Ce plan, annoncé fin juillet, avait reçu mardi le feu vert de la Banque centrale européenne (BCE).

La Monte dei Paschi di Siena, qui concentre depuis de longs mois les inquiétudes autour du système bancaire italien, entend mener cette recapitalisation avant la fin 2016, mais le contexte est compliqué par le référendum constitutionnel du 4 décembre, périlleux pour le gouvernement de Matteo Renzi.

Alors que l'atomisation de l'actionnariat, avec la montée de fonds spéculatifs ces derniers temps, faisait craindre que le quorum ne soit pas atteint, la banque avait mandaté une société spécialisée, parallèlement au noyau d'actionnaires stables, pour récolter les adhésions d'investisseurs, tandis qu'un groupe d'employés étaient chargés de contacter les petits porteurs.

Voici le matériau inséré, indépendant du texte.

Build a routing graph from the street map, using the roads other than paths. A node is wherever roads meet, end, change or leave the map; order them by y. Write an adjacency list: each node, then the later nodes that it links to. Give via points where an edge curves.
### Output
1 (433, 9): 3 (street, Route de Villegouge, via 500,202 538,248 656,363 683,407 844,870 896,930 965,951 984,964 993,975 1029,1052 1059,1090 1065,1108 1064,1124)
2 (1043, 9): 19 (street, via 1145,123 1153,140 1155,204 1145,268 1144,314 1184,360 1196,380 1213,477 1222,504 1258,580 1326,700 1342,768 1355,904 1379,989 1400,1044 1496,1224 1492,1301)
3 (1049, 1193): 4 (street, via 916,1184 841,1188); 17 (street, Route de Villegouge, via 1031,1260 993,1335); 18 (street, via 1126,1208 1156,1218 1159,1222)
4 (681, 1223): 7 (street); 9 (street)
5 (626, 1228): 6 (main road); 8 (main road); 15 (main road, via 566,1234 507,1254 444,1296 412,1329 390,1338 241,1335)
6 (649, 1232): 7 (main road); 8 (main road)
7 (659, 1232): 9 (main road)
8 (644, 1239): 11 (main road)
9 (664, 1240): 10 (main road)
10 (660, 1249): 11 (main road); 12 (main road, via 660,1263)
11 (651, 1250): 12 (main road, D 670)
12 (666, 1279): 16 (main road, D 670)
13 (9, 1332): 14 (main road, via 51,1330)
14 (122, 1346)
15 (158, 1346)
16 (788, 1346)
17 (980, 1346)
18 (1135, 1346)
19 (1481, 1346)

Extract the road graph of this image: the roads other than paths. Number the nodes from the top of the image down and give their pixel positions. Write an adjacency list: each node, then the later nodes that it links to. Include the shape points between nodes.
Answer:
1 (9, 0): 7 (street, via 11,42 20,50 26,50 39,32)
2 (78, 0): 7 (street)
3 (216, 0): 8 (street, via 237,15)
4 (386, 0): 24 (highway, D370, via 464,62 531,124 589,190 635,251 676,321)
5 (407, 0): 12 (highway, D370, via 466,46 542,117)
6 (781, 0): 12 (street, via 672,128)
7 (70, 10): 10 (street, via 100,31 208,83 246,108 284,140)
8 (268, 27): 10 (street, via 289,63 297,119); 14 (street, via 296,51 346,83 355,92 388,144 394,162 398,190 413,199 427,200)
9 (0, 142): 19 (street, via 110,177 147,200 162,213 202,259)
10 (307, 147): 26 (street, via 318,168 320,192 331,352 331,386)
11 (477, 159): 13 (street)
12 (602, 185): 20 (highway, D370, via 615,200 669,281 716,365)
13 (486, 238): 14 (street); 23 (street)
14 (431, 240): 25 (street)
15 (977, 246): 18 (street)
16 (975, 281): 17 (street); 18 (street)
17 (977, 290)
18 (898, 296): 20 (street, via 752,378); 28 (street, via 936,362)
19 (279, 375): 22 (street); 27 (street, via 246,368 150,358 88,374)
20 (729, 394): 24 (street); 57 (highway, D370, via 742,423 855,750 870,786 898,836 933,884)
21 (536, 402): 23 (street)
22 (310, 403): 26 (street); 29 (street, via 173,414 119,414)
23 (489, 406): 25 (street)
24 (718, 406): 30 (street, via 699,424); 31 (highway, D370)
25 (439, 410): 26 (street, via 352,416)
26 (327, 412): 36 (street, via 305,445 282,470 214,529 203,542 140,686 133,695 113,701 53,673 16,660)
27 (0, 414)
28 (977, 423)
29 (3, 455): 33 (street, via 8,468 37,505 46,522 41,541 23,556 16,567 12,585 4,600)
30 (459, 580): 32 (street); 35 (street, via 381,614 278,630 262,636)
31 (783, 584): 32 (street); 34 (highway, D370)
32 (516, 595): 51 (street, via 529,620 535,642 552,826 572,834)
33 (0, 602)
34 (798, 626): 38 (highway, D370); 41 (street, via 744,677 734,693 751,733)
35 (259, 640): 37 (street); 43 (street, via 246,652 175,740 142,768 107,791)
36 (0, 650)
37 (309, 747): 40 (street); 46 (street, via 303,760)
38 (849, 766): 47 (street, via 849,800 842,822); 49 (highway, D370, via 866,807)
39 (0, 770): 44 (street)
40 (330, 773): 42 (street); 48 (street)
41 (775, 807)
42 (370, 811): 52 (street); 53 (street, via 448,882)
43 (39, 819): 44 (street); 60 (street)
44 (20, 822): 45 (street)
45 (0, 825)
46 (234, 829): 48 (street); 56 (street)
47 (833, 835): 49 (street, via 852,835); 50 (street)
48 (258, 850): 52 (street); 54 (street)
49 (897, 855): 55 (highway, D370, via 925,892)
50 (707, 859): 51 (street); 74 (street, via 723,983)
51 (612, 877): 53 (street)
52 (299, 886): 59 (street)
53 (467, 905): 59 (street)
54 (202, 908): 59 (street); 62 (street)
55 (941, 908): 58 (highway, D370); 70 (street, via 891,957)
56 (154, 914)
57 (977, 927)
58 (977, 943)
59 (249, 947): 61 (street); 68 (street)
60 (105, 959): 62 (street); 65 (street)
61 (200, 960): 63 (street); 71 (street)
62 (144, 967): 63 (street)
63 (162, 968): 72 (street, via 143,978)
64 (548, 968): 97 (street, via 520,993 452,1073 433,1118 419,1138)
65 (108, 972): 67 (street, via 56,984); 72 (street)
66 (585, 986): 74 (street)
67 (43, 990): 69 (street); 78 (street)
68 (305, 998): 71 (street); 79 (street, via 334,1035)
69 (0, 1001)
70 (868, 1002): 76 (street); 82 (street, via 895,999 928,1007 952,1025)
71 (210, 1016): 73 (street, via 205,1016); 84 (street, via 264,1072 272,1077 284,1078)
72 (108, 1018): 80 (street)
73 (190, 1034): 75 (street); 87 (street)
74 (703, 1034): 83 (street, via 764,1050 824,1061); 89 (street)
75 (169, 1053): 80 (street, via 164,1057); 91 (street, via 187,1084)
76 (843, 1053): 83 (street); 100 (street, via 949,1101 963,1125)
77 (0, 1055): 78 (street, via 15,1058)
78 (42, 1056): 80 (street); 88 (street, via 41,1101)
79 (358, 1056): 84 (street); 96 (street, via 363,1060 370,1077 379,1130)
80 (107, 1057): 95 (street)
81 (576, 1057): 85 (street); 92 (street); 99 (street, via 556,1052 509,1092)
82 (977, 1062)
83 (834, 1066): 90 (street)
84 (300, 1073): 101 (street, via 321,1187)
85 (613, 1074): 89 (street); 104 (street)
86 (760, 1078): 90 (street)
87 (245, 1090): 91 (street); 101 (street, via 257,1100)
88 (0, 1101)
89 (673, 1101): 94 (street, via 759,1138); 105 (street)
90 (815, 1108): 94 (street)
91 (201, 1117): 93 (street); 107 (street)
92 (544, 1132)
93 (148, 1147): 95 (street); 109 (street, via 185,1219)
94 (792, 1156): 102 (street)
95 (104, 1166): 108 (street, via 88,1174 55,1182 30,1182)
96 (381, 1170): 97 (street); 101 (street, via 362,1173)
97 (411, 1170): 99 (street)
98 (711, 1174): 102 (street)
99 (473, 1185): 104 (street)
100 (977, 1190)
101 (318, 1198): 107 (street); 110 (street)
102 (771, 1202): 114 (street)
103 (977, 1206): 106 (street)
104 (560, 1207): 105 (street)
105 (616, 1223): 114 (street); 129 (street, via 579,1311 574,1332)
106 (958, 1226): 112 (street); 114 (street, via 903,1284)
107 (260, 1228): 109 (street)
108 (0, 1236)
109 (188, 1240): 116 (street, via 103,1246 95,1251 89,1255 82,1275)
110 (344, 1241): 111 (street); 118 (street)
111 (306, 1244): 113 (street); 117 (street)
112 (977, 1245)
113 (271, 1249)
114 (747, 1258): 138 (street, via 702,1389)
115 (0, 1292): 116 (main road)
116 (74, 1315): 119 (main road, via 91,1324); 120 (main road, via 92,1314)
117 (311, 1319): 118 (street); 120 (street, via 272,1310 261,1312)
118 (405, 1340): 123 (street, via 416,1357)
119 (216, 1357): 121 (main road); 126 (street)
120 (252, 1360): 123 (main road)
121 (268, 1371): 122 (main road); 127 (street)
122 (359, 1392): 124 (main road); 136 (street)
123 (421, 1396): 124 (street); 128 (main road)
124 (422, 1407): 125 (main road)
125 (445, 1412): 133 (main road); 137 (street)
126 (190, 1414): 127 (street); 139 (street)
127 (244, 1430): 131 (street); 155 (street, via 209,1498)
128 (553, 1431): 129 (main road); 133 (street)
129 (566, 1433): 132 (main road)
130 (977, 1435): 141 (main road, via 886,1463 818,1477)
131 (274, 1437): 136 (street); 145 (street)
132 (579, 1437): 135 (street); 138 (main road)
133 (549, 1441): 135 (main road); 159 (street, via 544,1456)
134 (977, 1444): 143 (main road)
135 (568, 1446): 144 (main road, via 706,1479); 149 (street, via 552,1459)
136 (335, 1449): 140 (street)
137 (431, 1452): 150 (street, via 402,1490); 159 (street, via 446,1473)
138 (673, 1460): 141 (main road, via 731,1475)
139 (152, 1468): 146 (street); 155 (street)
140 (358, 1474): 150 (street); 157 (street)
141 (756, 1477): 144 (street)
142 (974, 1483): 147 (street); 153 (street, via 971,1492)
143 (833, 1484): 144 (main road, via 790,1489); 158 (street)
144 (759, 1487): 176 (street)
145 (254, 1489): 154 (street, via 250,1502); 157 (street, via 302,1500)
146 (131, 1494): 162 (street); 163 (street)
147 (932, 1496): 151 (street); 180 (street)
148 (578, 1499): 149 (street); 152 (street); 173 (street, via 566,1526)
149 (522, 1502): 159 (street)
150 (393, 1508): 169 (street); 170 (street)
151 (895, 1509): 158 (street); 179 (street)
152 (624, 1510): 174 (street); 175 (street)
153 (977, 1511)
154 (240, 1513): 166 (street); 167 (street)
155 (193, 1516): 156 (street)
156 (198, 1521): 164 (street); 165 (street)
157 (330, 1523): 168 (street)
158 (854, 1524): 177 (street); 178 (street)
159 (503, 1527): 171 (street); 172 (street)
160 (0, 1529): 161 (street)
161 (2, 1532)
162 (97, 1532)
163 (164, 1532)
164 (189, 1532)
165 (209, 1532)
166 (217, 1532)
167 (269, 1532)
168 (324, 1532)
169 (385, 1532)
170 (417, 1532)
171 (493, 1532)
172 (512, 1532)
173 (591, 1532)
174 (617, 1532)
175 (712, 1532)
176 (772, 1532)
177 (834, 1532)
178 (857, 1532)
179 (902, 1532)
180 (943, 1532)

Finalement, 22,37% du capital était représenté à cette assemblée générale cruciale, soit au-dessus du seuil de 20% exigé, et 96,13% des actionnaires représentés ont voté en faveur du plan de sauvetage.

Le plan représente "un passage fondamental qui devrait permettre à la banque de pouvoir se positionner de manière nouvelle, avec une plus grande force, parmi les établissements leaders du système bancaire italien, avec une situation patrimoniale solide", a affirmé aux actionnaires Marco Morelli, qui dirige la banque depuis septembre.

Plus vieil établissement financier du monde, la Monte est considérée comme l'un des maillons faibles du système bancaire italien. Elle a affiché les pires résultats aux tests de résistance publiés fin juillet par l'Autorité bancaire européenne (EBA). Et depuis début 2016, son titre a perdu plus de 80% à la Bourse de Milan.

En octobre, BMPS a annoncé la suppression de 2.600 postes et la fermeture d'un quart de ses agences dans le cadre d'un plan stratégique visant un bénéfice net supérieur à 1,1 milliard d'euros en 2019.

Son plan de sauvetage inclut une offre de conversion volontaire d'obligations subordonnées en actions, ouvertes à tous les détenteurs, y compris individuels. BMPS s'attend à récolter un milliard d'euros avec cette opération qui doit être lancée fin novembre.

Mais selon les observateurs, nombre de porteurs hésitent à apporter leurs titres, qui bénéficient d'une prime allant de 25 à 35%.

Parallèlement, la banque cherche à trouver un actionnaire de référence qui apporterait au moins un milliard d'euros, et plusieurs autres importants. Des contacts avancés ont lieu, selon la presse, avec le fonds du Qatar Qia.